Our proposed solution is a different two-level Bloom filter scheme. We have an array of
P Bloom filters, each containing
M bits. Based on the KV pair we’re searching for, we choose the Bloom filter at index
I = hash(key,value) % P. Indexing by hash will create collisions, particularly so if
P is much less than the total number of distinct keys or key-value pairs. This is intentional - the idea is to smooth the population of each Bloom filter so we have approximately even membership count. Essentially this associates each Bloom filter with some random shard of key-value pairs.

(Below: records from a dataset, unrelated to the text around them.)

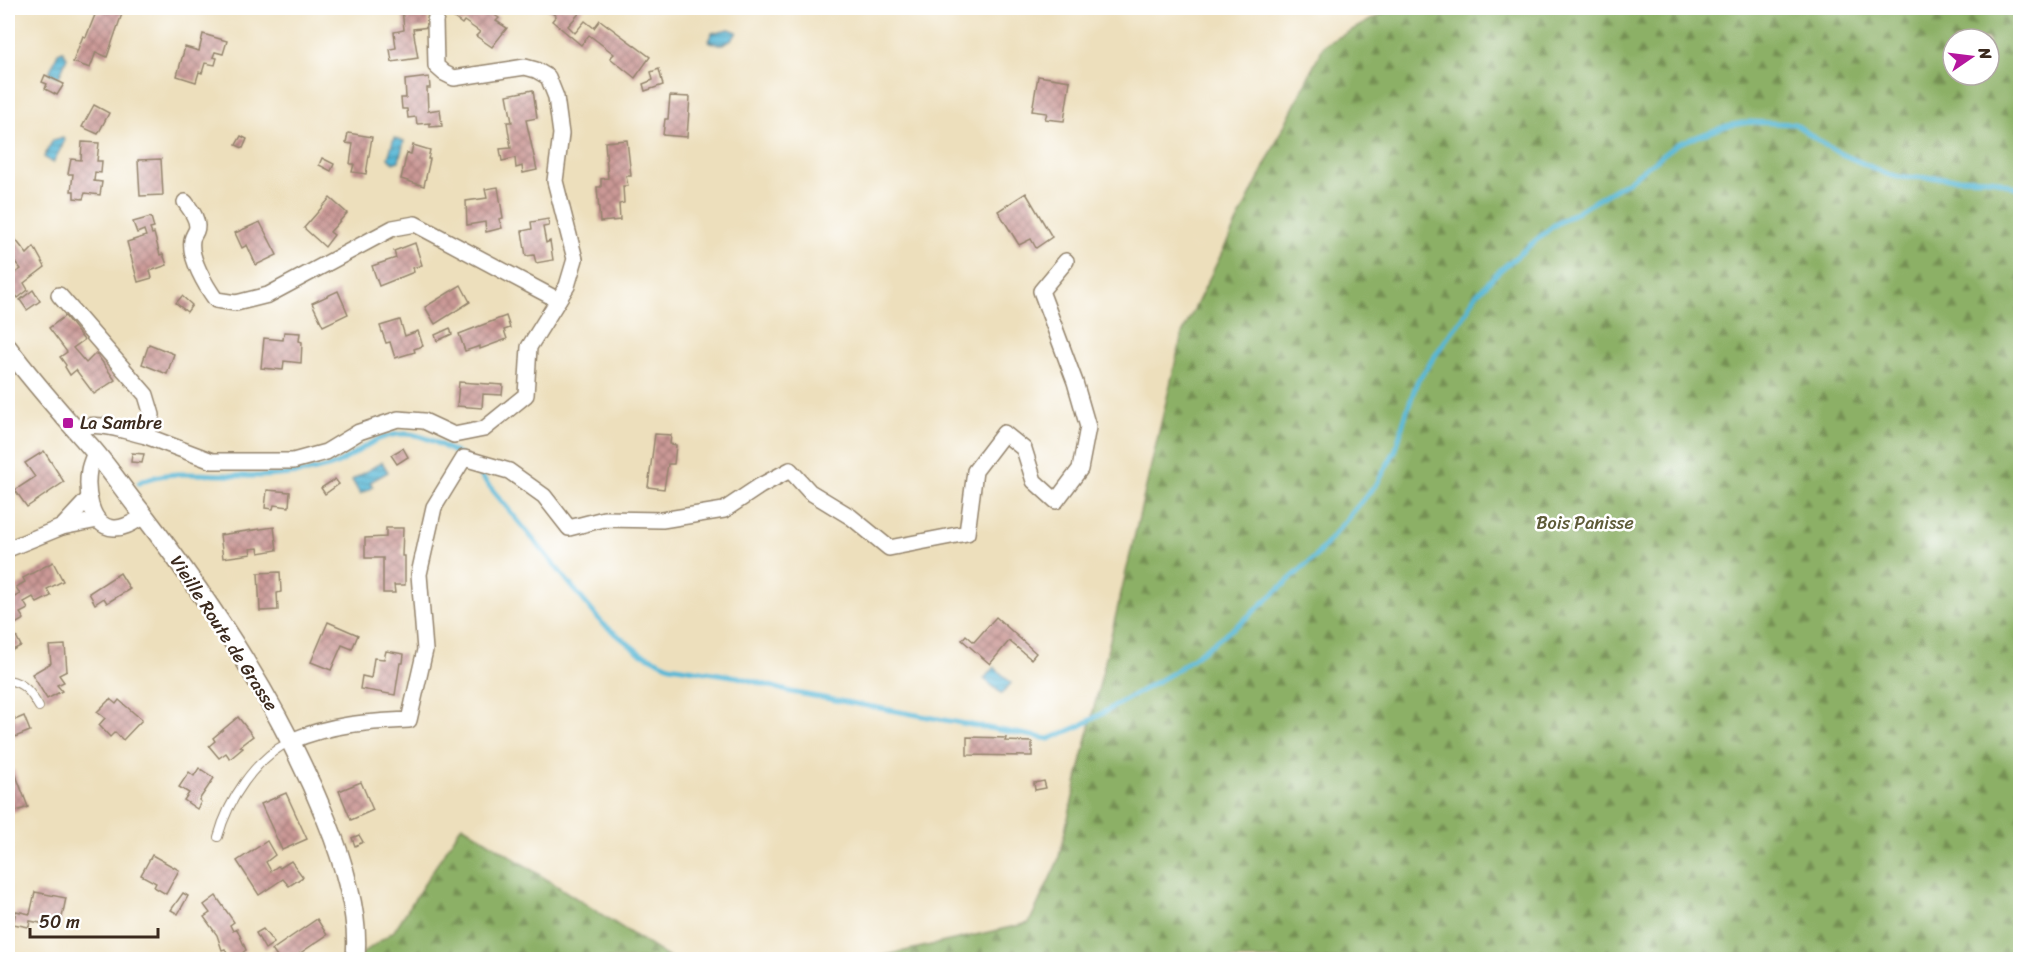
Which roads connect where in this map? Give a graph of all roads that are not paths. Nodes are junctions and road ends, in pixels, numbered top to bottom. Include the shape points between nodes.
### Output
1 (439, 8) edge
2 (185, 202) dead end
3 (1066, 261) dead end
4 (59, 295) dead end
5 (558, 300) junction
6 (8, 348) edge
7 (75, 430) junction
8 (146, 436) junction
9 (95, 452) junction
10 (89, 498) junction
11 (144, 516) junction
12 (98, 520) junction
13 (62, 527) junction
14 (8, 549) edge
15 (8, 680) edge
16 (39, 707) dead end
17 (291, 741) junction
18 (218, 837) dead end
19 (355, 960) edge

Within each Bloom filter, we track the presence of particular object IDs, via standard Bloom filter techniques (eg, we could use a counting Bloom filter to support removals). The entire query can be evaluated over the bitsets underlying the Bloom filters, efficiently leaving us with a (hopefully small) number of set bits, corresponding to the bit-patterns of objects which may satisfy the query. We just have to get the object IDs back out of those bit positions. We can do this by hashing all object IDs on demand, or storing a rainbow table of
hash -> object ID.
Or, consider the case when we have a relatively dense range of IDs (for instance, integers [0,whatever]), and a quasi-reversible “hash” function (eg, “rotate and XOR with random number” or “encrypt & take bottom M bits”). One would have to generate M / N keys per bit (since the high bits could be in any range, up to our max inserted key), and see if the key corresponds to the other set bits, but if the number of bits set in the output is very low, or M ends up being near N, or fetching is really expensive compared to computing the hash, it can come out worthwhile. Using quotient filters or a variant, where the keys are actually stored (and incidentally behaves better for disk access) would make this unnecessary.
The optimal number of bits
M, and number of hash functions
K, can be estimated based on the approximate average number of key-value pairs per object, the distribution of the number of key-value pairs per query, and the desired per-query false positive rate.
The two problems are:
Because the Bloom filters will “fill up” over time, they unfortunately do require periodic reconstruction. If you’re using an on-disk hash as your backing storage layer, you’re periodically rehashing every record anyway.
The need to empirically determine optimal indexing parameters.
As far as I can tell, this is a novel data structure (horray!). Eventually I will write this up “properly” with math and theoretical and empirical performance results, and it will become part of full document-DB support for Lash.